De ce fait, le texte exclue directement les activités
baptisées ventes aux enchères pratiquées
par les sites du type iBazar, QXL ou encore Aucland.
Le texte a pourtant prévu une exception: le cas où
ces intermédiaires "courtiers" permettraient
des ventes portant sur "des biens culturels". Ainsi
pour permettre la vente aux enchères de ces fameux "biens
culturels" sur leurs sites, les sociétés
devraient satisfaire aux obligations de la loi.
Pour Olivier Creusy, directeur
général de QXL, " le gouvernement a manifesté
dans cette loi, sa volonté d'aller de l'avant, loin
de la tentation jacobine de tout réglementer. Le gouvernement
nous a consultés en début d'année avant
ce vote en seconde lecture. Il a très vite compris
que les ventes appelées enchères en ligne, organisées
sur notre site, n'avaient pas grand chose à voir avec
les ventes aux enchères des
commissaires-priseurs. Cela dit, à priori, ce texte
n'a pas vocation à s'appliquer aux ventes aux enchères
intervenues grâce à notre site car notre société
étant basée à Londres pour toutes ses
activités européennes, la loi britannique s'applique
comme le précisent nos conditions générales".
Cette appréciation
emprunte d'optimiste sur la réforme est également
partagée par les grandes sociétés françaises
du secteur, le leader iBazar et Aucland. Ainsi pour Frédéric
Servelle, responsable juridique du site Aucland, "le
texte ne nous pose aucun problème. Notre seule petite
réserve porte sur l'interprétation de l'expression
-biens culturels- qui n'est pas exprimée dans la loi.

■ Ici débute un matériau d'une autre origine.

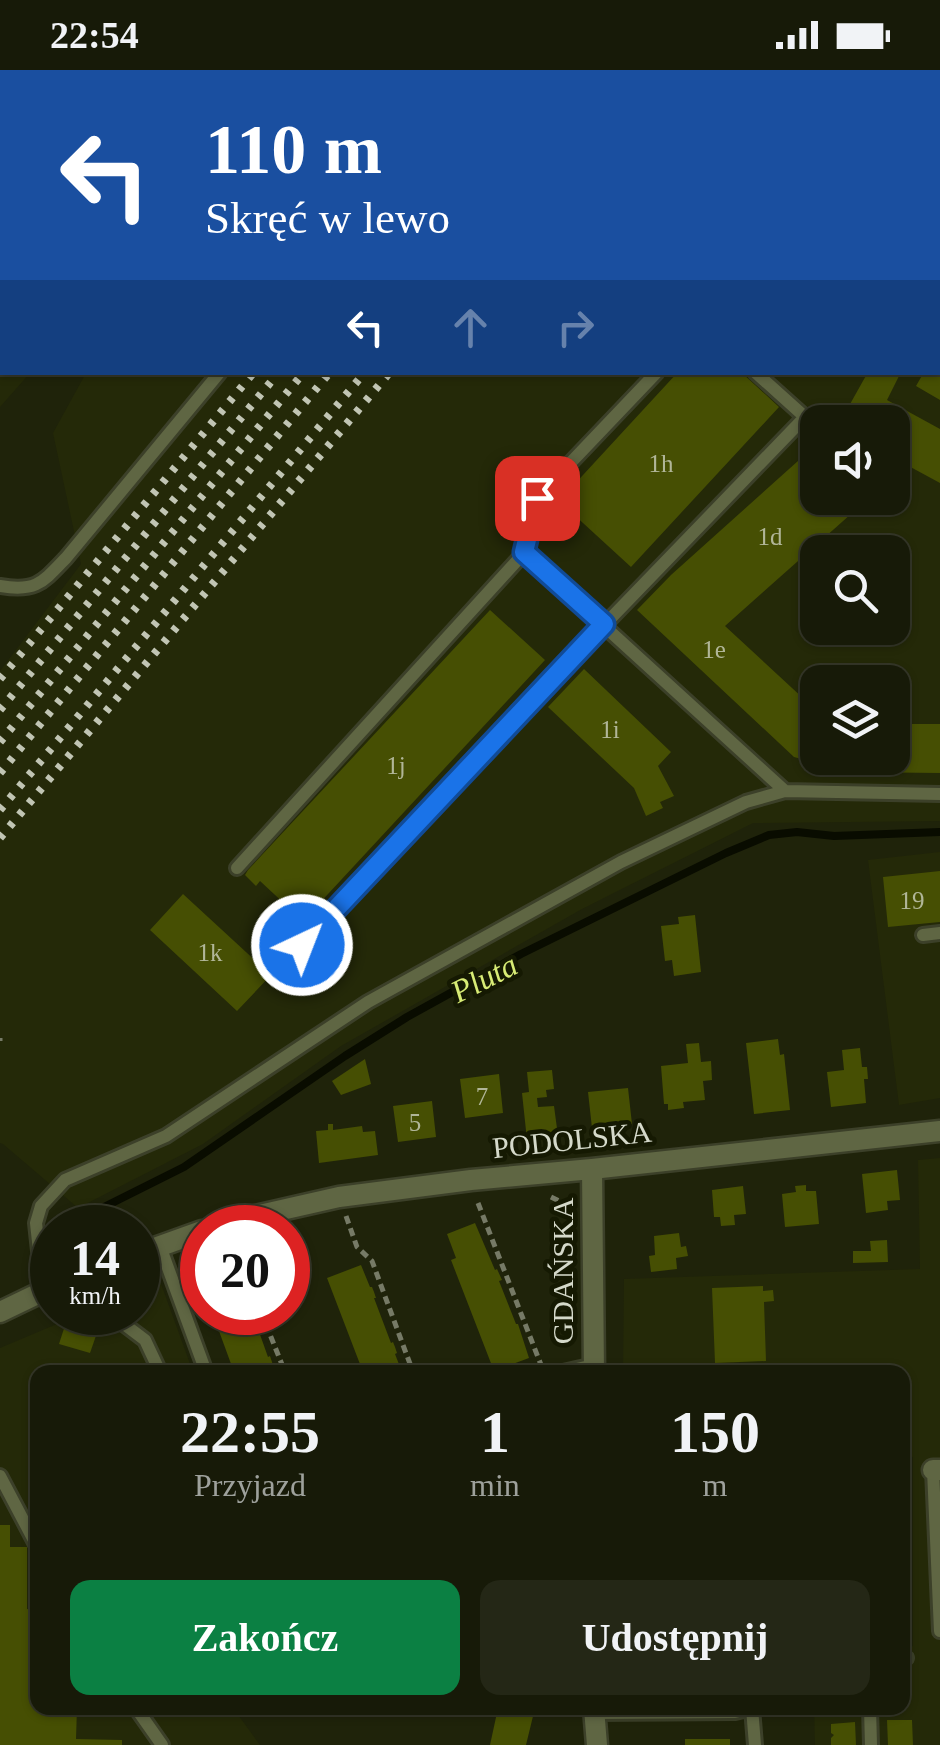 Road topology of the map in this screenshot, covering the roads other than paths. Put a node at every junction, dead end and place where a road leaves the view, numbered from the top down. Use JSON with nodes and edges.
{"nodes":[{"id":1,"x":218,"y":375,"type":"edge"},
{"id":2,"x":654,"y":375,"type":"edge"},
{"id":3,"x":758,"y":375,"type":"edge"},
{"id":4,"x":524,"y":552,"type":"junction"},
{"id":5,"x":0,"y":586,"type":"edge"},
{"id":6,"x":604,"y":624,"type":"junction"},
{"id":7,"x":784,"y":791,"type":"junction"},
{"id":8,"x":940,"y":794,"type":"edge"},
{"id":9,"x":238,"y":868,"type":"dead end"},
{"id":10,"x":940,"y":933,"type":"edge"},
{"id":11,"x":923,"y":935,"type":"dead end"},
{"id":12,"x":302,"y":945,"type":"dead end"},
{"id":13,"x":940,"y":1131,"type":"edge"},
{"id":14,"x":592,"y":1170,"type":"junction"},
{"id":15,"x":41,"y":1205,"type":"edge"},
{"id":16,"x":302,"y":1205,"type":"edge"},
{"id":17,"x":180,"y":1239,"type":"edge"},
{"id":18,"x":160,"y":1246,"type":"joint"},
{"id":19,"x":30,"y":1298,"type":"edge"},
{"id":20,"x":0,"y":1312,"type":"edge"},
{"id":21,"x":138,"y":1335,"type":"edge"},
{"id":22,"x":157,"y":1365,"type":"edge"},
{"id":23,"x":203,"y":1365,"type":"edge"},
{"id":24,"x":594,"y":1365,"type":"edge"},
{"id":25,"x":937,"y":1470,"type":"edge"},
{"id":26,"x":0,"y":1476,"type":"edge"},
{"id":27,"x":30,"y":1533,"type":"edge"},
{"id":28,"x":940,"y":1631,"type":"edge"},
{"id":29,"x":141,"y":1715,"type":"edge"},
{"id":30,"x":594,"y":1715,"type":"edge"},
{"id":31,"x":753,"y":1715,"type":"edge"},
{"id":32,"x":870,"y":1715,"type":"edge"},
{"id":33,"x":162,"y":1745,"type":"edge"},
{"id":34,"x":597,"y":1745,"type":"edge"},
{"id":35,"x":755,"y":1745,"type":"edge"},
{"id":36,"x":871,"y":1745,"type":"edge"}],
"edges":[{"from":1,"to":5,"type":"lane"},
{"from":2,"to":4,"type":"lane"},
{"from":3,"to":6,"type":"lane"},
{"from":4,"to":6,"type":"lane"},
{"from":4,"to":9,"type":"lane"},
{"from":6,"to":7,"type":"lane"},
{"from":6,"to":12,"type":"lane"},
{"from":7,"to":8,"type":"lane"},
{"from":7,"to":15,"type":"lane"},
{"from":10,"to":11,"type":"lane"},
{"from":13,"to":14,"type":"street","name":"PODOLSKA"},
{"from":14,"to":16,"type":"street","name":"PODOLSKA"},
{"from":14,"to":24,"type":"street","name":"GDAŃSKA"},
{"from":17,"to":18,"type":"street"},
{"from":18,"to":23,"type":"lane"},
{"from":19,"to":20,"type":"street"},
{"from":21,"to":22,"type":"lane"},
{"from":25,"to":28,"type":"lane"},
{"from":26,"to":27,"type":"lane"},
{"from":29,"to":33,"type":"lane"},
{"from":30,"to":34,"type":"street"},
{"from":31,"to":35,"type":"lane"},
{"from":32,"to":36,"type":"lane"}]}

Les futurs décrets d'application viendront certainement
clarifier cette notion."
Interrogé sur le caractère
à priori peu explicite de la notion, Maître Champin,
président de la chambre nationale des commissaires-priseurs,
explique que "le texte évoque la notion d'oeuvre
d'art dans l'expression biens culturels, or cette acceptation
est aujourd'hui largement définie par le législateur
et utilisée par l'administration des douanes pour le
contrôle de la circulation de ces biens culturels. Ce
sont, pour faire simple, à la fois les biens qualifiés
de Trésors nationaux mais aussi les biens présentant
un intérêt historique artistique ou archéologique
définies par l'annexe du décret du 29 janvier
1993. Sont retenus des critères d'ancienneté
et de valeur économique du bien."
Frédéric Alten Bourger, responsable juridique
du site iBazar, confirme cette interprétation : "nous
avons été consultés en amont, ce dont
on peut se féliciter, et l'intention de nos interlocuteurs
était clairement de faire référence à
la notion de biens culturels retenue par l'administration
des douanes". Selon Olivier Creusy de QXL France, "le
législateur a volontairement laissé une zone
de flou autour de la notion de biens culturels afin de pouvoir
préciser dans un second temps le champ exact de cette
exception grâce aux futurs décrets d'application.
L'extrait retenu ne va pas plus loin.